Fantastic shooting!!! If I am ever in a shooting contest with you guys, I will insist that you only use one hand!

Cheers .... Charles


----------



## NightKnight (Dec 16, 2009)

You guys should participate in this competition:
http://slingshotforum.com/topic/20427-competition-slingshot-qualification-badge/


----------



## Quercusuber (Nov 10, 2011)

This is a tribute to the slingshot sport and addiction!!!

Watching this video is a proof that you guys love this. Awesome!!

Cheers ...Q


----------



## lightgeoduck (Apr 3, 2011)

That was not only a joy to watch, but to hear as well.
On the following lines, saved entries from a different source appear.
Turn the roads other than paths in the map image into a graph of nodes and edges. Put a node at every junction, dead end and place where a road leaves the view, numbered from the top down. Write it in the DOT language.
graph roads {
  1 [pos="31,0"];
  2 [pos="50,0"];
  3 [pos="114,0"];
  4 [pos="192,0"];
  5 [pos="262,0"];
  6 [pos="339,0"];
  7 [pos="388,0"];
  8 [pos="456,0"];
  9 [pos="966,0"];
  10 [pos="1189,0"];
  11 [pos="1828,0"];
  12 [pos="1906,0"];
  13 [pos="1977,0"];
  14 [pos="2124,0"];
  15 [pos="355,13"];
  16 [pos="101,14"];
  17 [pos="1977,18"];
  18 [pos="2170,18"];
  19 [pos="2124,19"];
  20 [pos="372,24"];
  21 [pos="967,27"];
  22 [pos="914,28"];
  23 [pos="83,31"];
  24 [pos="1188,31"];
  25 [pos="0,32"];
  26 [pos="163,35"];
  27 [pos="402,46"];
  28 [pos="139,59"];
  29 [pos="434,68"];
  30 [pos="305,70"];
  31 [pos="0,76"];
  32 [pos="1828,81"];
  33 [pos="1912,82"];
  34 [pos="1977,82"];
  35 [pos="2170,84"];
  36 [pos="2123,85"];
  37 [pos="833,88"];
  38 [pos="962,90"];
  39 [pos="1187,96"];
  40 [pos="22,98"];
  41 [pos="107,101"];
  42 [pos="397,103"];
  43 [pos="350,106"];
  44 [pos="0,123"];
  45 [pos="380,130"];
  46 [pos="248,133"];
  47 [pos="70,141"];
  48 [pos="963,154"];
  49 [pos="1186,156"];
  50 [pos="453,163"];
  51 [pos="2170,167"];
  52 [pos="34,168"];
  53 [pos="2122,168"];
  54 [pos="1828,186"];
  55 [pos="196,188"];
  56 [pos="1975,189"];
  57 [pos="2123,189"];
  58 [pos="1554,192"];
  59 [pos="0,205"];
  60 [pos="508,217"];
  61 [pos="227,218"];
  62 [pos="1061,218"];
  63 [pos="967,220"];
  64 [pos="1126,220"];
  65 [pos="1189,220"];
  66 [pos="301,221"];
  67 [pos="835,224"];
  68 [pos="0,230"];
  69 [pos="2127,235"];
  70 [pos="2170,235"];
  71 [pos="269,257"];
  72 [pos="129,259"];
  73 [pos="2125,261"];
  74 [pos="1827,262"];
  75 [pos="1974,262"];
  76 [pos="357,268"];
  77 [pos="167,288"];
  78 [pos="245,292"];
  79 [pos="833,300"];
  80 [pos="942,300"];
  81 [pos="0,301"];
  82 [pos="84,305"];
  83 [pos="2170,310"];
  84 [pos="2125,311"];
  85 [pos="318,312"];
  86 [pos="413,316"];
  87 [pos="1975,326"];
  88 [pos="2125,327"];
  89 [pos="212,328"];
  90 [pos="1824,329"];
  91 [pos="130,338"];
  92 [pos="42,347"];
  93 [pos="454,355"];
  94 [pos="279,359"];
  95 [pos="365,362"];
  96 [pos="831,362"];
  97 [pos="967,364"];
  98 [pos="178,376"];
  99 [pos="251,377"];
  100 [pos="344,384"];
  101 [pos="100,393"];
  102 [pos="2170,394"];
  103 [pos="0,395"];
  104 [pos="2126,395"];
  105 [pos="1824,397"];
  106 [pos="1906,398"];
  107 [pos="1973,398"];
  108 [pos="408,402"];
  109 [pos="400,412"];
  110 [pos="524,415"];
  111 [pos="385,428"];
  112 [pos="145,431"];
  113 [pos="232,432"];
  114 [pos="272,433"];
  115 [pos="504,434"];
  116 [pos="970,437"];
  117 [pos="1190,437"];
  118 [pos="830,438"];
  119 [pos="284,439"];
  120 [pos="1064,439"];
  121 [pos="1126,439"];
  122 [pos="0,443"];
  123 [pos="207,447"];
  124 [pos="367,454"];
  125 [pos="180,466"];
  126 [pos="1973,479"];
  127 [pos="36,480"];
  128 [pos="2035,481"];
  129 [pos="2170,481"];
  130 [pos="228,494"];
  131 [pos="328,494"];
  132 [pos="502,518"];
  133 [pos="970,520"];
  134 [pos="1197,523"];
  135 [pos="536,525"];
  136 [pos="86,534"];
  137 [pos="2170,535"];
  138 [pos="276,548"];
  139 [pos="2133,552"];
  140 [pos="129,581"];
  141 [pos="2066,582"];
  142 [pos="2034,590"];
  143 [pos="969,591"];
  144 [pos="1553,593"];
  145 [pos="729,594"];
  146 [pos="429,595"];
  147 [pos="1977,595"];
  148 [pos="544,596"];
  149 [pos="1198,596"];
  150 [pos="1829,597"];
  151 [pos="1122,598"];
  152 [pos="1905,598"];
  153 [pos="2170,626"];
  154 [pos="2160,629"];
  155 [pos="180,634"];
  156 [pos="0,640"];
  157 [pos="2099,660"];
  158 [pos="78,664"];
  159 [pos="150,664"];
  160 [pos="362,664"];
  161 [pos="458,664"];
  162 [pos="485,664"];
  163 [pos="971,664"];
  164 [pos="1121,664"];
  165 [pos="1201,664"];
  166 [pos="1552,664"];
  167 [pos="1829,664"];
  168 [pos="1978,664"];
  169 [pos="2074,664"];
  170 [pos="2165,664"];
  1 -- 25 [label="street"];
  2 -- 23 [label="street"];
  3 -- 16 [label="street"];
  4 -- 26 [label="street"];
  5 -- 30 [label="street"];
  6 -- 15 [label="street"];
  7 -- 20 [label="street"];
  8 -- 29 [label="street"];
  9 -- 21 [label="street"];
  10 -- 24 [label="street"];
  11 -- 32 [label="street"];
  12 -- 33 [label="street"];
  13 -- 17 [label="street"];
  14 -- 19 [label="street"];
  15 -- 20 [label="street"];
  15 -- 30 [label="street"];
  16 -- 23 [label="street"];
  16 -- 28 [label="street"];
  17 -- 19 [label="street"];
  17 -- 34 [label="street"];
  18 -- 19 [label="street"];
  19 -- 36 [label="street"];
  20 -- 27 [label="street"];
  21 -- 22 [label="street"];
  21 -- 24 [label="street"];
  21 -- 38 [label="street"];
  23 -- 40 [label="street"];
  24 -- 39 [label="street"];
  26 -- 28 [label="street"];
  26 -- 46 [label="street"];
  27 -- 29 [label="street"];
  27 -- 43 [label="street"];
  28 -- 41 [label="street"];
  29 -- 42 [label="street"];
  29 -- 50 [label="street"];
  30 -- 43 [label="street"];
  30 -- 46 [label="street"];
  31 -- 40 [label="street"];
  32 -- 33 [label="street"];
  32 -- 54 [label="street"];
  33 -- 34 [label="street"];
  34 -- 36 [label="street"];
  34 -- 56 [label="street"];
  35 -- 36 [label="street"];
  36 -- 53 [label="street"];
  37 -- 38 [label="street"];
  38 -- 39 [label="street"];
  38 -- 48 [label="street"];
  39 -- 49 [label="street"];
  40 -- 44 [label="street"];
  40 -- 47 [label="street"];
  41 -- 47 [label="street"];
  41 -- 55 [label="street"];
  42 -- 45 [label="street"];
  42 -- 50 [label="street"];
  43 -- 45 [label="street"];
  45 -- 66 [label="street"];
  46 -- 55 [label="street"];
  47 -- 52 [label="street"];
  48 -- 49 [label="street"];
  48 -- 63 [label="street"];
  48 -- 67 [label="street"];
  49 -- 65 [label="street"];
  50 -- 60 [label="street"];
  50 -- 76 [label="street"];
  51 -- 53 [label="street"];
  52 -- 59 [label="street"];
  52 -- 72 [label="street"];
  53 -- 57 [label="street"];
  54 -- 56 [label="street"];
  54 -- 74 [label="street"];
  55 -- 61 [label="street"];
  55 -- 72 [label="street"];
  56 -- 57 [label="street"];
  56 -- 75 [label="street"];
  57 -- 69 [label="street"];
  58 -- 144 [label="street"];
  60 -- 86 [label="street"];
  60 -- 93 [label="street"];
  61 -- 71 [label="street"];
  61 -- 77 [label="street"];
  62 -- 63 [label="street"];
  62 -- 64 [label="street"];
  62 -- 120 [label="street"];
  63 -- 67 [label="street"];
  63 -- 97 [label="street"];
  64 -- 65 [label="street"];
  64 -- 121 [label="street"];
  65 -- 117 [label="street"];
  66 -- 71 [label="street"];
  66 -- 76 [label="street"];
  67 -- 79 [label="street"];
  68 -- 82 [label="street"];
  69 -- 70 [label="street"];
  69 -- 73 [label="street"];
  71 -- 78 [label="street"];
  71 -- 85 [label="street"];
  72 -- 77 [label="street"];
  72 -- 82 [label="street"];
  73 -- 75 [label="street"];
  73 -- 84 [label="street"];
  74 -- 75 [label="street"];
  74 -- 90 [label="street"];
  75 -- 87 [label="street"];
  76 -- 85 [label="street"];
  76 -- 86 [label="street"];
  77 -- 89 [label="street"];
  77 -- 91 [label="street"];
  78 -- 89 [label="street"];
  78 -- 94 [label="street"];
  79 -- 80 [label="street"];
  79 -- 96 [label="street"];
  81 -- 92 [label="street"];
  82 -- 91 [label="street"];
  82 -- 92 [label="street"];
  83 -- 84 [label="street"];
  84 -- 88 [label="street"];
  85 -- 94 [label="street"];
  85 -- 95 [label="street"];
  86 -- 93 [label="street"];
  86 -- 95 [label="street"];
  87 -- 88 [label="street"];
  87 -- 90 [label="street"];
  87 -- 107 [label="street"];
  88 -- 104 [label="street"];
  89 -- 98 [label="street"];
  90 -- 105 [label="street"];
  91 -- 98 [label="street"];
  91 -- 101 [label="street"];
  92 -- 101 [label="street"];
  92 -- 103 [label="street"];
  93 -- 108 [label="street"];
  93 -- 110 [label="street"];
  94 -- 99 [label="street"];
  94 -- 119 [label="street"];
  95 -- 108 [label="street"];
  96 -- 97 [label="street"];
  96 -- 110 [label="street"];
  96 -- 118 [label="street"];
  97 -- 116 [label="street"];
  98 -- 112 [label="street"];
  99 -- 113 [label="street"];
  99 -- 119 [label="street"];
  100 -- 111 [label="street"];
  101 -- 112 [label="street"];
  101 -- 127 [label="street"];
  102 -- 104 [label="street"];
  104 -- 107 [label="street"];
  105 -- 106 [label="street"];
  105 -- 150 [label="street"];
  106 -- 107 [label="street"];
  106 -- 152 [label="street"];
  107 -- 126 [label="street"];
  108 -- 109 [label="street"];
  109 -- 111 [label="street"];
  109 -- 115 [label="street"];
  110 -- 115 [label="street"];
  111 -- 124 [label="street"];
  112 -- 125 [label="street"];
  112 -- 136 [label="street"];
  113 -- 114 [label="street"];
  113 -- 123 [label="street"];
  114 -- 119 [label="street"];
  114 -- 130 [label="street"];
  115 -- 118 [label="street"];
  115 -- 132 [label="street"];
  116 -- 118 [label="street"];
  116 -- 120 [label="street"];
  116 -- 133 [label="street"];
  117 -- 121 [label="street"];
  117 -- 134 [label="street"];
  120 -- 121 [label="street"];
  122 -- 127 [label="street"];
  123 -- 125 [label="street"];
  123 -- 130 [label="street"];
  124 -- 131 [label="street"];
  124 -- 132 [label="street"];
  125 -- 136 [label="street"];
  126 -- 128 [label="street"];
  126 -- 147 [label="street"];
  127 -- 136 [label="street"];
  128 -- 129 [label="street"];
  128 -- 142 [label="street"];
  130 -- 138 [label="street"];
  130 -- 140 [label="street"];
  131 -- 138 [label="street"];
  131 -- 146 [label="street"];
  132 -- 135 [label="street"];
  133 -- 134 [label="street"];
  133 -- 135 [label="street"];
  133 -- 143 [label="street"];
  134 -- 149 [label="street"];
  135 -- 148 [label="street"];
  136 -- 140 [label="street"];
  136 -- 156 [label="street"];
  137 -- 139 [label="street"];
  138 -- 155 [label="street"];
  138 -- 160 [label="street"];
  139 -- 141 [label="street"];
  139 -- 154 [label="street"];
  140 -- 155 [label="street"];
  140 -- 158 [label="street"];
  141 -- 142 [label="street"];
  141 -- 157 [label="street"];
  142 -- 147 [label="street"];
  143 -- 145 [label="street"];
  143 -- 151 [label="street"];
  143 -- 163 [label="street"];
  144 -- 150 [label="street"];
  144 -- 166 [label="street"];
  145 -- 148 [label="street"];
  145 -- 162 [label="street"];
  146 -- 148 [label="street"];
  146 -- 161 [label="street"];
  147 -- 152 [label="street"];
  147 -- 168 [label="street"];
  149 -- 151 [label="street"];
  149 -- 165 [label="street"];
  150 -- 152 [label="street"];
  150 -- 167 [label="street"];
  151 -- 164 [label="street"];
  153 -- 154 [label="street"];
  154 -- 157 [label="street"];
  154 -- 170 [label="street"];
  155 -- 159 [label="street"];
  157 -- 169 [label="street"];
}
I watched it once, then replayed it just to hear the hits while surfing the forum.

Thanks for sharing..

LGD


----------



## Tobse (Nov 4, 2010)

Thanks! glad you like the vid 



torsten said:


> A great end of 2012!!!
> 
> And a pleasure to stay a few days at Tobse`s ranch!
> 
> ...


Hi Torsten i agree, best end for the last year !

regards Tobse



AaronC said:


> You guys should participate in this competition:
> http://slingshotforum.com/topic/20427-competition-slingshot-qualification-badge/


i have to wait until my Index Finger is not tired from shooting any more, have shoot so much with a little bit to much draw weight... 



lightgeoduck said:


> That was not only a joy to watch, but to hear as well. I watched it once, then replayed it just to hear the hits while surfing the forum.
> 
> Thanks for sharing..
> 
> LGD


lol i have test it as well, it´s great fun surfing the forum this way


----------



## mopper (Nov 17, 2012)

I could hit these targets easily ... from maybe 8meters


----------



## Tobse (Nov 4, 2010)

The good thing at 8m is that you can hit the can 10 times and more shot by shot, thats also fun


----------



## rapidray (Dec 15, 2012)

Glad to see you had fun! My wife has a few of those baking pans that are starting to look a little on the worn out side. Maybe I should get her some new ones and use the old stuff! I do love the sound of metal on metal! Instant gratification!


----------



## Quercusuber (Nov 10, 2011)

lightgeoduck said:


> That was not only a joy to watch, but to hear as well. I watched it once, then replayed it just to hear the hits while surfing the forum.
> 
> Thanks for sharing..
> 
> LGD


----------



## Danny0663 (Mar 15, 2011)

Excellent shooting guys, thanks for the vid Tob


----------